At a distance of 149,600,000 km from Earth, the Sun burns at a surface temperature of approximately 5,500° C. For us, it is just a yellow circle in the sky that silently illuminates the day. However, the star would be incredibly loud for us if we could hear it in action.

As the sound does not propagate in the vacuum of space, it is impossible to hear any noise coming from the Sun. But that does not mean that the star of the Solar System is silent: if we could change the laws of physics for a moment and make the sounds of the Sol reached us, we would be surprised.

In this alternative reality, the Sun would be a perpetual machine of high-pitched, high-pitched white noise. “The Sun is extraordinarily high,” says heliophysics expert Craig DeForest. In a Reddit topic, he answered what it would be like if we could hear the star and, based on some quick calculations, the answer can be summed up in: the Sun is deafening; after all, it is a huge furnace of superheated plasma.

Nuclear reactions that feed a star cause massive structures of superheated gas to rise to the surface and then descend, repeating the movement continuously. In the Sun, there are about a million of these structures, similar to giant cells. The phenomenon was recently photographed for the first time in high definition by a new telescope, in the image you see below.

Plasma of the Sun photographed by the solar telescope
Plasma of the Sun photographed by the solar telescope Daniel K. Inouye, in late January.
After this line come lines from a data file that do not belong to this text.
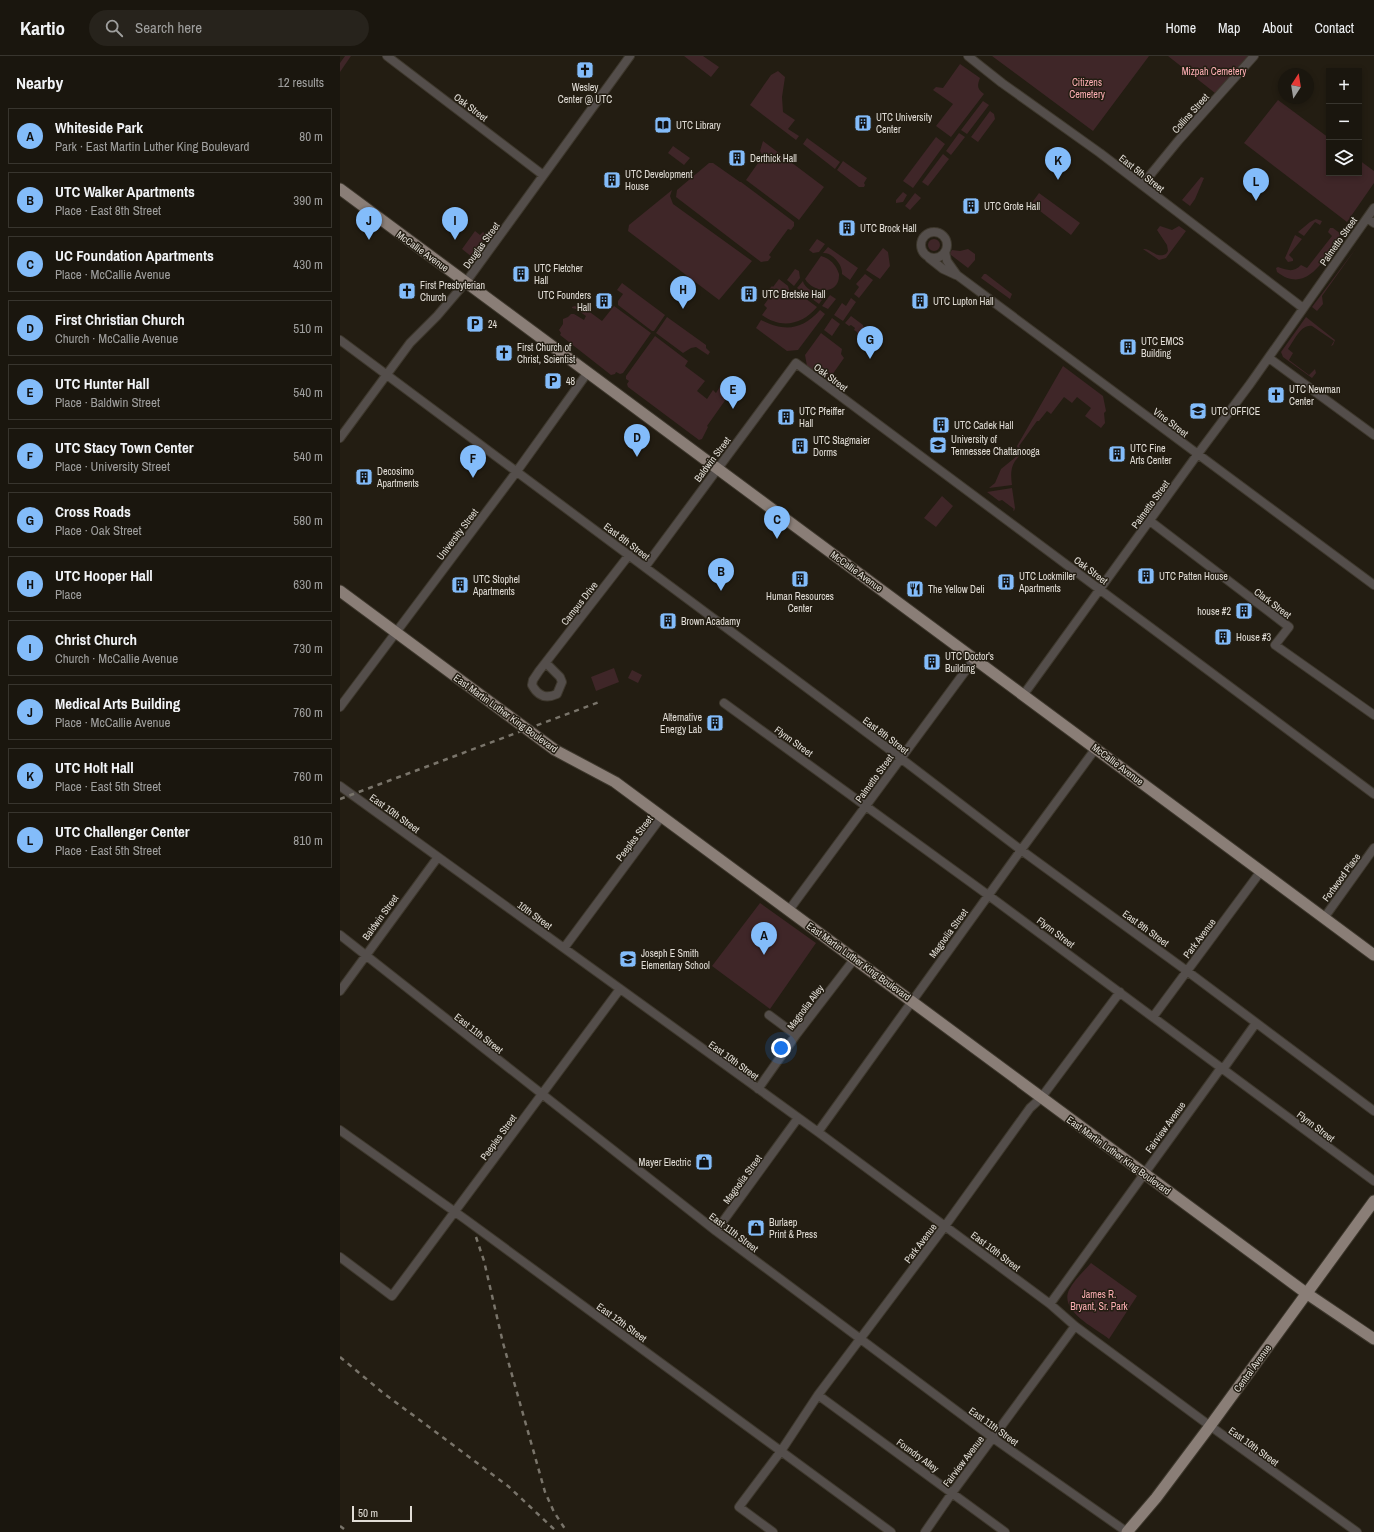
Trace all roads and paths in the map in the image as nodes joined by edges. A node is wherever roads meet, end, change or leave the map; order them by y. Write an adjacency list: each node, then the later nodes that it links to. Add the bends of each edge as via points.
1 (387, 56): 5 (street, Oak Street)
2 (630, 56): 5 (street, Douglas Street)
3 (968, 56): 6 (street, East 5th Street)
4 (1254, 56): 6 (street, Collins Street)
5 (543, 175): 14 (street, Douglas Street)
6 (1142, 185): 15 (street, East 5th Street)
7 (340, 189): 14 (main road, McCallie Avenue)
8 (1374, 208): 9 (street, Palmetto Street)
9 (1366, 218): 10 (street); 15 (street, Palmetto Street)
10 (1374, 223)
11 (945, 252): 12 (street, via 938,258); 12 (street, Vine Street, via 946,242 943,235 929,234 921,243); 13 (street, Vine Street, via 947,261)
12 (927, 256): 13 (street, Vine Street, via 943,269)
13 (957, 275): 23 (street, Vine Street)
14 (466, 282): 19 (main road, McCallie Avenue); 20 (street, Douglas Street, via 410,343)
15 (1303, 308): 17 (street, Palmetto Street)
16 (340, 340): 20 (street, East 8th Street)
17 (1270, 358): 21 (street); 23 (street, Palmetto Street)
18 (796, 363): 24 (street, Baldwin Street); 30 (street, Oak Street)
19 (588, 372): 24 (main road, McCallie Avenue); 25 (street, University Street)
20 (386, 374): 22 (street, Douglas Street); 25 (street, East 8th Street)
21 (1374, 434)
22 (340, 438)
23 (1197, 454): 26 (street, Palmetto Street); 29 (street, Vine Street)
24 (717, 468): 28 (street, Baldwin Street); 33 (main road, McCallie Avenue)
25 (517, 471): 27 (street, East 8th Street); 32 (street, University Street)
26 (1150, 521): 30 (street, Palmetto Street); 38 (street, Clark Street, via 1289,627 1275,645)
27 (629, 555): 28 (street, East 8th Street); 34 (street, Campus Drive)
28 (645, 567): 40 (street, East 8th Street)
29 (1374, 585)
30 (1100, 589): 35 (street, Palmetto Street); 42 (street, Oak Street)
31 (340, 591): 32 (main road, East Martin Luther King Boulevard)
32 (395, 632): 37 (street, University Street); 44 (main road, East Martin Luther King Boulevard, via 555,750 615,782)
33 (975, 658): 35 (main road, McCallie Avenue); 40 (street, Palmetto Street)
34 (546, 663)
35 (1024, 694): 39 (main road, McCallie Avenue)
36 (724, 703): 43 (street, Flynn Street)
37 (340, 707)
38 (1374, 715)
39 (1096, 748): 46 (street, Magnolia Street); 48 (main road, McCallie Avenue)
40 (901, 758): 43 (street, Palmetto Street); 46 (street, East 8th Street)
41 (340, 786): 47 (street, East 10th Street)
42 (1374, 794)
43 (866, 805): 49 (street, Flynn Street); 50 (street, Palmetto Street)
44 (662, 816): 50 (main road, East Martin Luther King Boulevard); 53 (street, Peeples Street)
45 (1374, 848): 51 (street, Fortwood Place)
46 (1021, 850): 49 (street, Magnolia Street); 57 (street, East 8th Street)
47 (438, 857): 53 (street, 10th Street); 54 (street, Baldwin Street)
48 (1261, 871): 51 (main road, McCallie Avenue); 57 (street, Park Avenue)
49 (988, 894): 60 (street, Flynn Street); 61 (street, Magnolia Street)
50 (789, 910): 56 (main road, East Martin Luther King Boulevard)
51 (1324, 918): 55 (main road, McCallie Avenue)
52 (340, 935): 54 (street, East 11th Street)
53 (564, 948): 58 (street, 10th Street)
54 (365, 955): 59 (street, Baldwin Street); 68 (street, East 11th Street)
55 (1374, 955)
56 (855, 958): 61 (main road, East Martin Luther King Boulevard); 65 (street, Magnolia Alley)
57 (1187, 971): 63 (street, Park Avenue); 64 (street, East 8th Street)
58 (620, 989): 67 (street, East 10th Street); 68 (street, Peeples Street)
59 (340, 991)
60 (1120, 992): 63 (street, Flynn Street); 69 (street, Park Avenue)
61 (912, 1000): 69 (main road, East Martin Luther King Boulevard); 73 (street, Magnolia Street)
62 (769, 1015): 65 (street)
63 (1153, 1017): 66 (street, Flynn Street)
64 (1256, 1023): 66 (street, Fairview Avenue); 70 (street, East 8th Street)
65 (796, 1035): 67 (street, Magnolia Alley)
66 (1222, 1068): 74 (street, Fairview Avenue); 75 (street, Flynn Street)
67 (758, 1089): 71 (street, East 10th Street)
68 (542, 1095): 77 (street, Peeples Street); 79 (street, East 11th Street)
69 (1041, 1098): 74 (main road, East Martin Luther King Boulevard); 78 (street, Park Avenue, via 1030,1108)
70 (1374, 1111)
71 (798, 1118): 73 (street, East 10th Street); 79 (street, Magnolia Street)
72 (340, 1130): 77 (street, East 12th Street)
73 (818, 1132): 78 (street, East 10th Street)
74 (1144, 1174): 81 (main road, East Martin Luther King Boulevard); 82 (street, Fairview Avenue)
75 (1374, 1181)
76 (1374, 1201): 81 (main road, Central Avenue)
77 (455, 1212): 80 (street, Peeples Street, via 392,1296); 89 (street, East 12th Street)
78 (945, 1226): 82 (street, East 10th Street); 84 (street, Park Avenue)
79 (716, 1231): 84 (street, East 11th Street)
80 (340, 1257)
81 (1306, 1293): 85 (main road, East Martin Luther King Boulevard); 87 (main road, Central Avenue)
82 (1050, 1304): 83 (street, East 10th Street)
83 (1075, 1326): 87 (street, East 10th Street); 88 (street, Fairview Avenue)
84 (861, 1339): 86 (street, Park Avenue); 88 (street, East 11th Street)
85 (1374, 1339)
86 (818, 1395): 89 (street, Park Avenue); 90 (street, Foundry Alley)
87 (1210, 1426): 95 (main road, Central Avenue); 96 (street, East 10th Street)
88 (992, 1438): 90 (street, Fairview Avenue); 95 (street, East 11th Street)
89 (781, 1451): 91 (street, Park Avenue, via 739,1507); 92 (street, East 12th Street)
90 (952, 1493): 93 (street, Fairview Avenue); 94 (street, Foundry Alley)
91 (772, 1532)
92 (891, 1532)
93 (925, 1532)
94 (1005, 1532)
95 (1127, 1532)
96 (1357, 1532)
Each of the cell-like structures is the size of Texas and is in constant motion of convection (Image: NSO / NSF / AURA)

In short, imagine something the size of the US state of Texas emerging under the surface, burning and sinking, all in just five minutes. “This is an extraordinarily violent process – it would generate an enormous amount of sounds,” says DeForest. To show this, he calculated that each of these cells emits about 100 to 300 watts of sound energy per square meter, roughly the same as a police siren. Well, if the surface area of ​​the sun is about 10,000 times that of Earth, then imagine 10,000 Earths covered by police sirens.

At least that is what we would hear if we were close to the Sun, in this alternative reality where the laws of physics would be suspended. But and here on Earth, what would we hear during the day? According to DeForest, it would be somewhere around 100 decibels, a little less shrill than the speakers at a rock concert, but it would be difficult even to talk. At night, when we move away from the sun, the roar would disappear, and then we would have a little peace.
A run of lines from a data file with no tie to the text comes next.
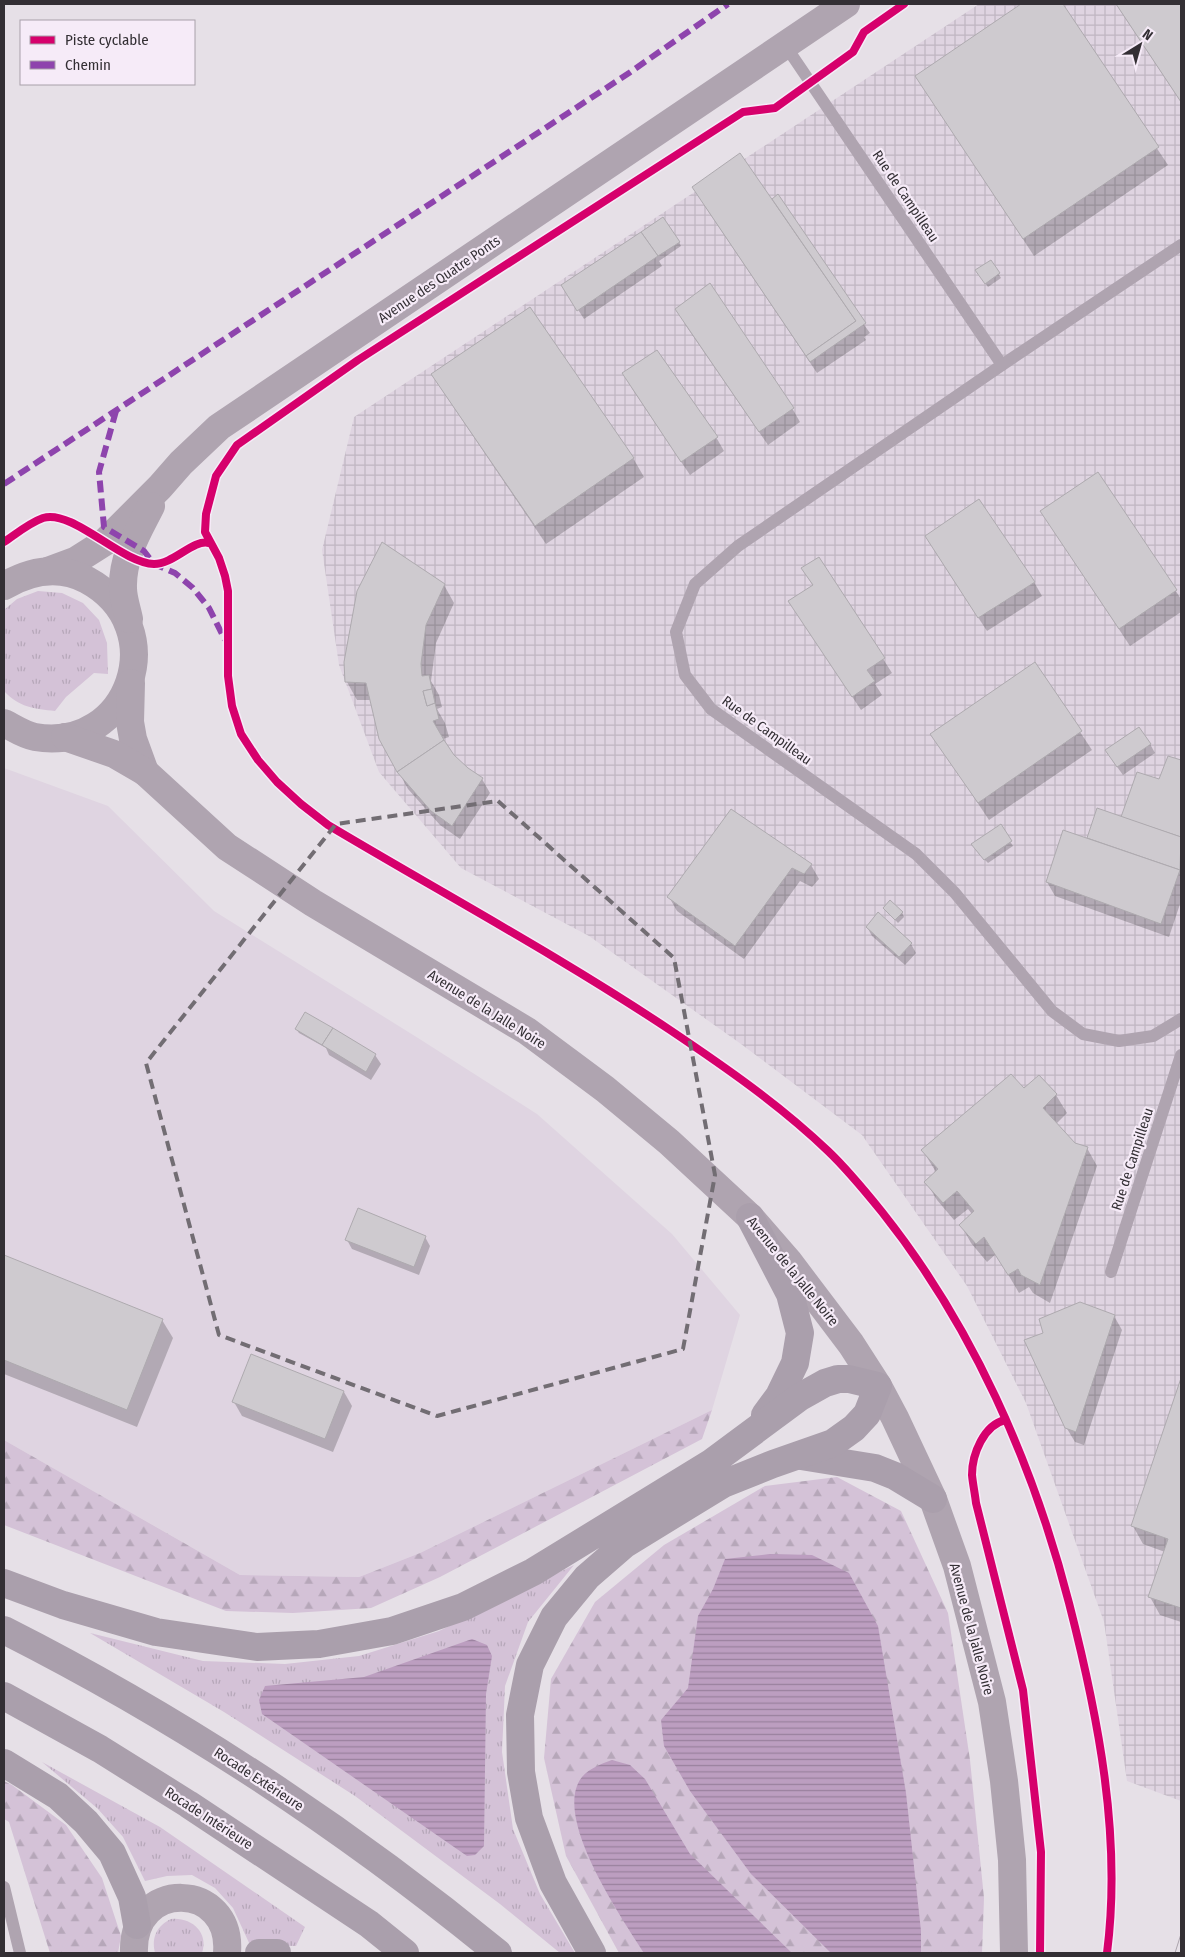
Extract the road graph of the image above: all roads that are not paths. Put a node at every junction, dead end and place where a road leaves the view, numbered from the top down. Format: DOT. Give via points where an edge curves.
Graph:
graph roads {
  1 [pos="846,4"];
  2 [pos="785,45"];
  3 [pos="1181,245"];
  4 [pos="1002,365"];
  5 [pos="160,486"];
  6 [pos="48,571"];
  7 [pos="4,586"];
  8 [pos="132,636"];
  9 [pos="131,679"];
  10 [pos="4,723"];
  11 [pos="65,738"];
  12 [pos="145,772"];
  13 [pos="1181,1019"];
  14 [pos="1181,1055"];
  15 [pos="750,1218"];
  16 [pos="1110,1272"];
  17 [pos="878,1386"];
  18 [pos="755,1431"];
  19 [pos="800,1456"];
  20 [pos="933,1499"];
  21 [pos="4,1583"];
  22 [pos="4,1630"];
  23 [pos="4,1696"];
  24 [pos="4,1763"];
  25 [pos="4,1887"];
  26 [pos="137,1925"];
  27 [pos="21,1952"];
  28 [pos="134,1953"];
  29 [pos="227,1953"];
  30 [pos="259,1953"];
  31 [pos="277,1953"];
  32 [pos="406,1953"];
  33 [pos="498,1953"];
  34 [pos="592,1953"];
  35 [pos="1014,1953"];
  1 -- 2 [label="main road, Avenue des Quatre Ponts"];
  2 -- 4 [label="lane, Rue de Campilleau"];
  2 -- 5 [label="main road, Avenue des Quatre Ponts" via="219,427"];
  3 -- 4 [label="lane, Rue de Campilleau"];
  4 -- 13 [label="lane, Rue de Campilleau" via="738,546 695,584 676,632 685,675 711,709 916,854 955,894 1052,1011 1083,1034 1119,1041 1153,1036"];
  5 -- 6 [label="main road, Avenue des Quatre Ponts" via="104,542 74,561"];
  5 -- 8 [label="main road" via="128,554 124,573 123,590"];
  6 -- 7 [label="main road" via="22,576"];
  6 -- 8 [label="main road" via="77,575 102,588 122,610"];
  8 -- 9 [label="main road"];
  9 -- 11 [label="main road" via="121,700 106,717 87,730"];
  9 -- 12 [label="main road" via="130,722"];
  10 -- 11 [label="main road" via="33,737"];
  11 -- 12 [label="main road, Avenue de la Jalle Noire" via="114,754"];
  12 -- 15 [label="main road, Avenue de la Jalle Noire" via="227,847 542,1042 669,1142"];
  14 -- 16 [label="lane, Rue de Campilleau"];
  15 -- 17 [label="main road, Avenue de la Jalle Noire" via="845,1336"];
  15 -- 18 [label="highway" via="790,1294 800,1333 795,1364 779,1396"];
  17 -- 18 [label="highway" via="849,1379 825,1384 800,1397"];
  17 -- 19 [label="highway" via="867,1414 854,1428 833,1443"];
  17 -- 20 [label="main road, Avenue de la Jalle Noire"];
  18 -- 21 [label="highway" via="711,1463 533,1572 463,1607 392,1631 319,1644 257,1646 156,1632 64,1605"];
  19 -- 20 [label="highway" via="875,1468"];
  19 -- 34 [label="highway" via="723,1484 624,1544 587,1577 554,1617 530,1665 520,1716 521,1772 530,1818 553,1883"];
  20 -- 35 [label="main road, Avenue de la Jalle Noire" via="957,1566 992,1702 1012,1860"];
  22 -- 33 [label="highway, Rocade Extérieure" via="192,1735 301,1806 376,1858"];
  23 -- 32 [label="highway, Rocade Intérieure" via="100,1749 188,1804 369,1924"];
  24 -- 26 [label="highway" via="58,1796 112,1853 132,1897"];
  25 -- 27 [label="lane"];
  26 -- 28 [label="main road"];
  26 -- 29 [label="main road" via="158,1903 188,1898 203,1903 216,1913 224,1926"];
  30 -- 31 [label="highway"];
}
All of this in relation to the volume of the sound. As for the type, DeForest says it would be something like a muffled roar, because the sound waves that would reach us would be composed of many different frequencies. But for that, it would also be necessary to erase other rules of physics, such as the fact that sound waves tend to accentuate as they travel long distances. This means that they would end up “breaking”, like ocean waves, according to DeForest. Even if the sound could travel through space, the waves would not even come out of the Sun’s corona or atmosphere – they implode like shock waves, dissolving into heat.